From her experiences during World War II, Pamela was well aware of the devastation of war, and the moral price of victory, and this informed the rest of her life’s work.
She married three times, and each time was devastated by her husband’s finances, though it took egregious, criminal mismanagement to diminish the Harriman fortune. But she was a resilient woman, underestimated by many as a lightweight, mostly because of her gender.
Many famous people crossed her path, and show up in this book: Nelson Mandela, Doris Kearns Goodwin, Sally Bedell Smith (!), who wrote an unauthorized uncomplimentary biography, Joan Rivers (also mean), Donald Trump (she called him abrasive, “phony and tacky”), Gorbachev, Katharine Graham, Bill Bradley (who spoke at one of her “issues evenings’ and was described as very smart, but boring), Clarence Thomas (unqualified). She worked to raise money for Democrats, find leaders of the future, and identify policies that would rejuvenate the party. We could use that today..
She was instrumental in bringing the Democratic Party to the center, and promoting Bill Clinton as a candidate. She believed that a superpower that did not protect the vulnerable was not worthy of the name, and helped behind the scenes to forge the Bosnian peace accords. She said that “Europe still looks to the US as the pillar of strength… If democracy and freedom can prevail, it will come from the United States. We have a responsibility to continue to help Europe, a responsibility to … our veterans who gave their lives so Europe could be free.” (408 )How sad to read that in the context of today’s abandonment of Ukraine.
An interesting fact I did not know was that George HW Bush asked Great Britain to look into Clinton’s student “activities”!!!
With her fortune diminished, she stopped staying at Claridge’s in London and switched to The Stafford!
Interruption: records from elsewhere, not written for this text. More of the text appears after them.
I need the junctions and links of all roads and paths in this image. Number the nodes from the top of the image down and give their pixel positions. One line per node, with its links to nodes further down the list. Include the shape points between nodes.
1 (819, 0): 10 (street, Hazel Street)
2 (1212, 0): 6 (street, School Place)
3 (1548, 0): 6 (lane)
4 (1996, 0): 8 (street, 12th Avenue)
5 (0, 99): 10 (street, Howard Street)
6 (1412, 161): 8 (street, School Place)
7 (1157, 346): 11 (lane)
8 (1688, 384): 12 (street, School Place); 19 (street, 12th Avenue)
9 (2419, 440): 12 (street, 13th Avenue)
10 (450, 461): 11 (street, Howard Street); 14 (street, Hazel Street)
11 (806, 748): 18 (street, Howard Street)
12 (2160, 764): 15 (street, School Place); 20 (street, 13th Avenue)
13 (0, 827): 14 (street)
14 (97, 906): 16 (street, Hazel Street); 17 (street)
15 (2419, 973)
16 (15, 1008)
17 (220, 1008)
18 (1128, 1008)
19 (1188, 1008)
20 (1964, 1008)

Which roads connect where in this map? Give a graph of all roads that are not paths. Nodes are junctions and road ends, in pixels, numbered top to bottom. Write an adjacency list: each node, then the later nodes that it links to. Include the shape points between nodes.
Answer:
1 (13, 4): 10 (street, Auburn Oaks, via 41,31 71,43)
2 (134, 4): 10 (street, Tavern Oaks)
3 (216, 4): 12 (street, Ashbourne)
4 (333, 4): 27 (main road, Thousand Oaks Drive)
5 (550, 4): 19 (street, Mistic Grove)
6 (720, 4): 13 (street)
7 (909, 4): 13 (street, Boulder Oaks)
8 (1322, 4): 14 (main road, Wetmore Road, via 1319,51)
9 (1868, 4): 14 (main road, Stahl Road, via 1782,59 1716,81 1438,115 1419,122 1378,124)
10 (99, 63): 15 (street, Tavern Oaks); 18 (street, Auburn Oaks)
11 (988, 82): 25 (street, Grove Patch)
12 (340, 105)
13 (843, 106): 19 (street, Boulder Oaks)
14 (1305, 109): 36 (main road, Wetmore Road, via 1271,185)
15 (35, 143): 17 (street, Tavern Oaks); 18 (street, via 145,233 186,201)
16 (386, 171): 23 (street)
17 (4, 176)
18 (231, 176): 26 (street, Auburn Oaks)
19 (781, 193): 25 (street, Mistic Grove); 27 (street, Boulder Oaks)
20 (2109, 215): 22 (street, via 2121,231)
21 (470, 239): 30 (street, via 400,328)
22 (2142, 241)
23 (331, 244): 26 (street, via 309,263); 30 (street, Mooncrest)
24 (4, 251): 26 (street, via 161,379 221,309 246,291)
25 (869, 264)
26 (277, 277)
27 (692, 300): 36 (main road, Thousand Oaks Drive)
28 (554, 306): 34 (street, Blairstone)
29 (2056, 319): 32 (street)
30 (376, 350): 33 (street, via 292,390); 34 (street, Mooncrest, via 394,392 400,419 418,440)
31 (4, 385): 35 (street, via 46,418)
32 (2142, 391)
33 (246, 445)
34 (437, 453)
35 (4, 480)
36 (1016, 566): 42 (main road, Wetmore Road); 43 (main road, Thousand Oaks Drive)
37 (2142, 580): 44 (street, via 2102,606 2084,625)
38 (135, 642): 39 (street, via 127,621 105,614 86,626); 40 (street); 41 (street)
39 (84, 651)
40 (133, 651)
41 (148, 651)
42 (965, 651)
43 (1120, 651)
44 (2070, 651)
She changed her will 15 days before her death, to the detriment of her son Winston, previously her sole heir, but who had deserted his wife of 31 years, and in favor of her daughter-in-law Minnie.
I want to see the famous Van Gogh, “ White Roses,” donated by Pamela in accordance with the wish of her great love from the war years and her final husband, Averell Harriman, to the National Gallery in DC. It is in the West Building, in Gallery 83, on the main floor.